TxHollower Brings LokiBot and FormBook Copies

One of the recently discovered Trojan Loaders is called TxHollower, and it appears to have already been used to deliver high-profile threats such as LokiBot and FormBook. Trojan Loaders share a lot of similarities with Trojan Droppers, but there is one easy way to distinguish them – while droppers usually fetch a payload from a remote server, the loader and the payload are combined in a single file.

The primary tricks that TxHollower uses to bypass security measures are known as process doppelganging and process hollowing. The latter is executed by tampering with the memory of a legitimate process and replacing its memory with malicious code from the payload, therefore fooling low-quality antivirus software into thinking that there is nothing out of the ordinary.
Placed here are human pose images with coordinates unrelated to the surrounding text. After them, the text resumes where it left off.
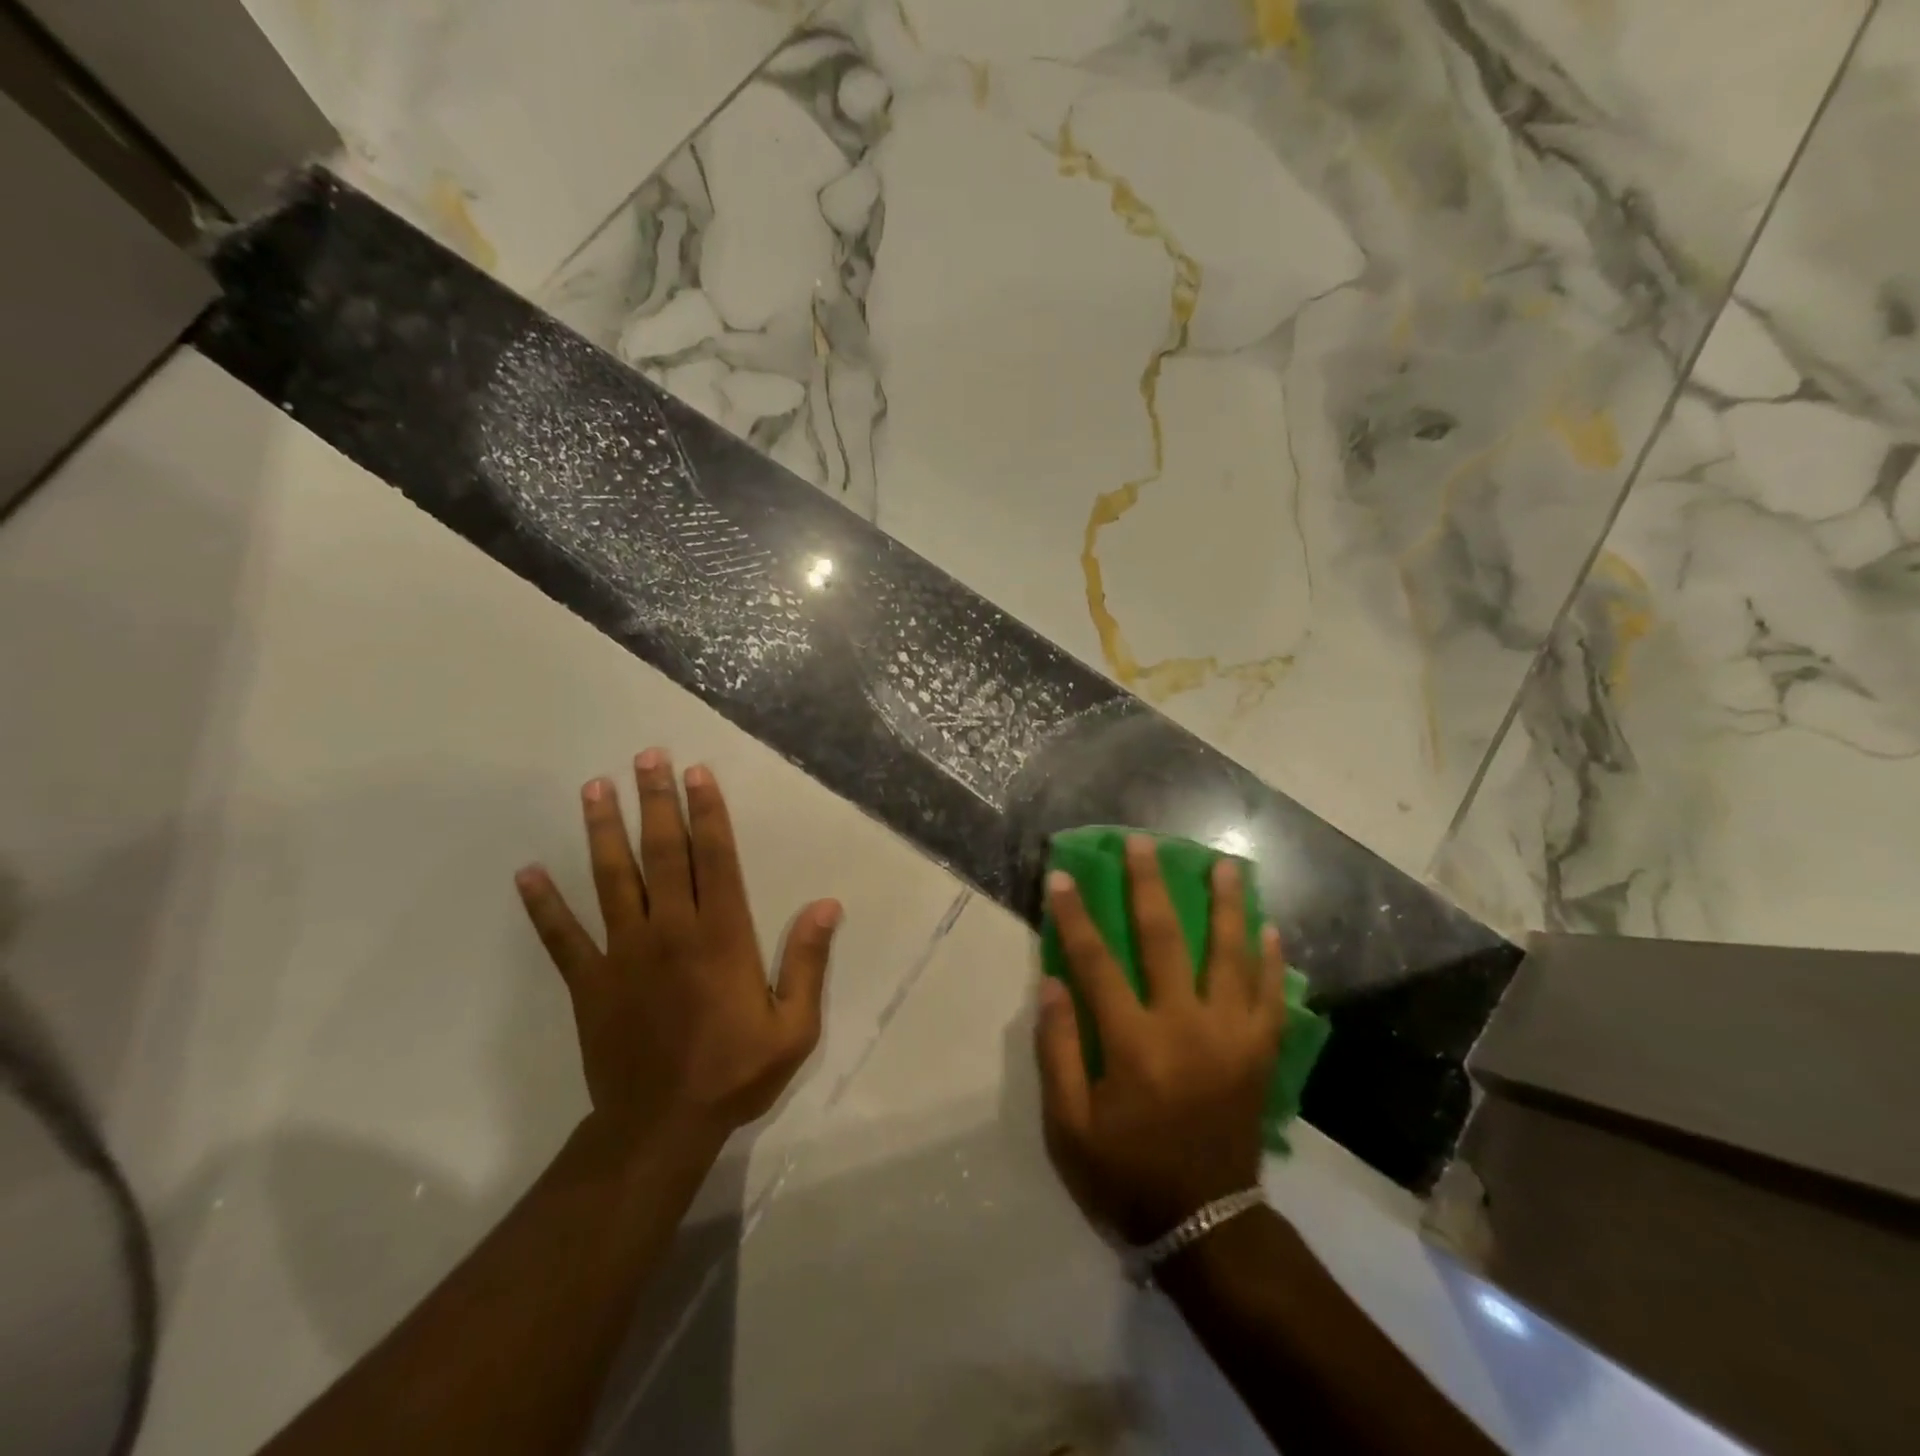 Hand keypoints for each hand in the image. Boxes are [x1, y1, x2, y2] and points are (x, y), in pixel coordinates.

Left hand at [514, 748, 841, 1150]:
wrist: (661, 1128)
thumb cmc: (735, 1073)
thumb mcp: (793, 1028)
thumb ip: (808, 963)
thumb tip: (827, 905)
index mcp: (721, 937)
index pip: (715, 859)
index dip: (708, 813)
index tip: (697, 773)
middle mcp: (671, 931)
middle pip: (663, 854)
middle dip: (656, 802)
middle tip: (647, 758)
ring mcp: (623, 954)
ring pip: (612, 879)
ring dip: (603, 832)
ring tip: (595, 788)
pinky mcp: (589, 982)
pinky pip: (562, 937)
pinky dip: (544, 905)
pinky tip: (526, 874)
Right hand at [1036, 837, 1287, 1244]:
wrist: (1206, 1224)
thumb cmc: (1126, 1172)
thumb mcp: (1068, 1125)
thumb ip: (1059, 1049)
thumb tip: (1052, 981)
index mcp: (1134, 1043)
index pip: (1096, 962)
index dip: (1076, 916)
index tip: (1062, 877)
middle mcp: (1186, 1025)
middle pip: (1165, 939)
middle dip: (1150, 885)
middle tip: (1144, 843)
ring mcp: (1231, 1036)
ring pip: (1230, 955)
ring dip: (1227, 905)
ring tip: (1226, 864)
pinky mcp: (1259, 1053)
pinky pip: (1270, 996)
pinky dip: (1271, 960)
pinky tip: (1270, 927) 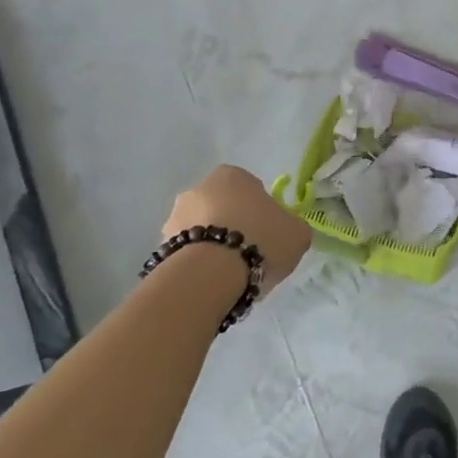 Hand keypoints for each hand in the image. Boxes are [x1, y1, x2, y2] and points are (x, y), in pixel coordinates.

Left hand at [161, 165, 310, 294]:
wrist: (209, 276)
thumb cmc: (259, 241)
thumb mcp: (297, 232)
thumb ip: (291, 226)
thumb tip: (285, 230)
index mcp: (232, 175)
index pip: (251, 188)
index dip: (261, 211)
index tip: (268, 233)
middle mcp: (198, 188)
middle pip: (222, 207)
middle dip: (233, 226)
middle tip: (250, 252)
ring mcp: (174, 217)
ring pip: (201, 230)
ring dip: (212, 245)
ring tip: (229, 275)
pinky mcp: (159, 247)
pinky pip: (186, 253)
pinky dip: (197, 264)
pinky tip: (211, 283)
Process doppelganging, on the other hand, is a bit more complicated to execute but it is certainly not a new trick – the attackers make use of an old exploit in Windows NTFS transactions that enables them to disguise a malicious program as a legitimate process once again.

This Trojan Loader Evades Antivirus Software and Simulated Environments

TxHollower is also capable of detecting the presence of antivirus software on the victim's computer and halting its operations if it determines that its attack will not work. While cybercriminals are constantly looking for new ways to bypass security measures, you can rest assured that your PC will be protected as long as you use a reputable and regularly updated antivirus tool.